Alex Chiasson hopes to stick with Bruins

Alex Chiasson may not be the most coveted player in the National Hockey League, but he tends to grow on teams when given the chance.

Chiasson, 32, recently signed a professional tryout contract with the Bruins, making it the fifth time in the last seven years the former Boston University Terrier entered an NHL training camp without a contract. But in the previous four times he started a camp on a PTO, he has wound up being on an NHL roster by the end of the season.

It’s not an easy way to make a living. Chiasson has another way to describe the PTO process.

“It sucks,” said the 6-foot-4, 208 pound right wing with a wry smile. “It’s tough… But I have a good support system at home. My wife’s been great. But it doesn’t get any easier. I think as I’ve gotten older, I realize that it’s a privilege to play in the NHL. You can’t take this for granted. I know one day when I’m done playing, whenever that is, that I’ve really put it all out there. I have no regrets. I could have taken the easy way out. Whatever opportunity comes my way, I always fought for what I believed in and that was to play in the NHL. I’ve played (651) games, I’ve won a Cup, I’ve played with some of the best to have ever played the game. This game has given me so much. I’m going to try to keep it going, try to squeeze a little bit more out of it. I’m excited for this opportunity in camp.”

Drafted by the Dallas Stars 38th overall in 2009, Chiasson spent two years with the Stars, two with the Ottawa Senators and then a season in Calgary.

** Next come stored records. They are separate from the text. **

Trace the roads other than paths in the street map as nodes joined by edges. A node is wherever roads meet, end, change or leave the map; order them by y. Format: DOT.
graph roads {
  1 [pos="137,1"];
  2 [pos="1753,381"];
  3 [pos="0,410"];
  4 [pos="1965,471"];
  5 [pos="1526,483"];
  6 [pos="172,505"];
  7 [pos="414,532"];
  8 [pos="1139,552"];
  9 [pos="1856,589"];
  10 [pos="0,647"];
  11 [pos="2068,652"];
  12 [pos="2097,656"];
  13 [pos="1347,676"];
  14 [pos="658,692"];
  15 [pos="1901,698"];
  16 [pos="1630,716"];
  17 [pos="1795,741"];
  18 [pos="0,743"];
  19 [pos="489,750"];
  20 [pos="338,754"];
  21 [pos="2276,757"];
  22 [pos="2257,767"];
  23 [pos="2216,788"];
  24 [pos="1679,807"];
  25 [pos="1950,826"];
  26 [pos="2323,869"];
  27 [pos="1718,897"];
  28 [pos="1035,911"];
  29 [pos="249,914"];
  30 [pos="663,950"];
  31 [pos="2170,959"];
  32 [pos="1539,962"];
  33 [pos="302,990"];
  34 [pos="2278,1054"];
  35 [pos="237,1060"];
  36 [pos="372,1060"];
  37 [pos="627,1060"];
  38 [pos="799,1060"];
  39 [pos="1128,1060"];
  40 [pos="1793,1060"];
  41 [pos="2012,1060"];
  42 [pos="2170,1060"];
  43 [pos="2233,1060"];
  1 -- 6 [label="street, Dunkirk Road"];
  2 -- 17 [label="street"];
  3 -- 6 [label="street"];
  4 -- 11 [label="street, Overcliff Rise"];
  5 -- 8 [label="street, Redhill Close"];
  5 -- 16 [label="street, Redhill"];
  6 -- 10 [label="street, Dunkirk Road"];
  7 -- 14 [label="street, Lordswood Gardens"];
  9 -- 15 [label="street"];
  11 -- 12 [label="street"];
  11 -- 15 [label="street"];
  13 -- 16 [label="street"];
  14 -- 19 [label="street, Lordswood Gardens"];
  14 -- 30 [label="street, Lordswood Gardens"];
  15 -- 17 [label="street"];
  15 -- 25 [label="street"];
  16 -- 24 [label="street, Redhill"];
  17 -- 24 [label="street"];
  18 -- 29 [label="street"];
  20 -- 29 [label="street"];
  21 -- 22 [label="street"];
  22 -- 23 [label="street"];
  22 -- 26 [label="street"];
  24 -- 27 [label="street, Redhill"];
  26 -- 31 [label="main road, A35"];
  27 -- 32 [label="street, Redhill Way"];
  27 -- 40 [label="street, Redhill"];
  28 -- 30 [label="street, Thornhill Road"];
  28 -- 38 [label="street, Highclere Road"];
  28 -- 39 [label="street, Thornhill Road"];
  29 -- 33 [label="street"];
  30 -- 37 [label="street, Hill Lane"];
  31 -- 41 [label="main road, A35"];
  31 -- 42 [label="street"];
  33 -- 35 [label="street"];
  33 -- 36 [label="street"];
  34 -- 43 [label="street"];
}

Then his PTO odyssey began in 2017. That season, Chiasson earned a one-year contract with Washington for the 2017-18 and won a Stanley Cup with the Capitals. Washington did not re-sign him, so he went to Edmonton on a PTO and eventually got signed there. He had the best season of his career in his first Edmonton season, scoring 22 goals, good enough to earn him a two-year extension.

When that deal was done, he earned a contract off a PTO with the Vancouver Canucks for the 2021-22 season. Last season, he had to take a more circuitous route back to the NHL. He signed a PTO with the Arizona Coyotes but did not earn a deal. After a couple of months, he signed an AHL contract with the Grand Rapids Griffins, the Detroit Red Wings’ minor league affiliate. But by season’s end, he was on the varsity, getting 20 games with the Wings, which piqued the interest the B’s enough for them to give him a PTO and add him to their sprawling bottom six competition.

He said Shawn Horcoff, a former teammate in Dallas, was the GM in Grand Rapids and convinced him to take the minor league deal.

“I told him my goal was to get back to the NHL. He explained to me that I had to get playing,” said the Quebec native. “Detroit took really good care of me. I played in the American league for 25 games, I put my pride away, earned my keep and, at the deadline, they called me up. I thought mentally I was like ‘Is this my last chance to play?’ I want to soak this in. Just with the DNA of who I am as a person, I think I realized, ‘Hey, let’s try to make this work.’ A couple of injuries later, I was playing on the first power play. I thought that potentially changed the outcome in the summer, but at the summer time I think it proved that to me I can still play. I’ve proven that over and over again with different teams. Like I said, I’m willing to bet on myself and see how camp goes.”

With the lack of liquidity in the marketplace, it was a tough summer for a lot of free agents, with many signing for a lot less than they expected to. Chiasson had some two-way offers but decided to go the PTO route.

“It’s frustrating, but at the same time… for me, I take pride in what I do and how I do it,” said Chiasson. “But then when you get rewarded and you go and play well, I think it makes it all worth it. One day when it’s done, I can say I gave it all I’ve got. I could have gone overseas. I could have gone anywhere. But I kept building on my career, kept adding games. Over the last three, four, five years, I’ve created a role for myself and I hope it works out here.”

And if it does work out with the Bruins, it would bring a certain symmetry to his career after spending three seasons on Comm Ave. It would also makes things more convenient for him.

“Throughout my career there’s been a bunch of rumors of me getting traded here and whatnot, but we’ve actually moved back to Boston. We’ve been here all summer. I’d say that’s a big benefit. I’m not flying anywhere now or living in a hotel. We’re home. That helps,” said Chiasson. “But it’s kind of like full circle. I got drafted in ’09, played three years at BU. Obviously the school means a lot to me. I’ve realized as I’ve gotten older how much it’s helped me throughout my career. I was around when the Bruins won back then (in 2011). I know what sports mean to this city. Boston is probably comparable to a Canadian market with the media and the quality of the sports teams that this city has. It’s a special place to play. I’ve always enjoyed playing at the Garden. It’s one of top places to play.”

Now he just has to make room for himself on the roster. History shows it would be unwise to bet against Chiasson doing just that.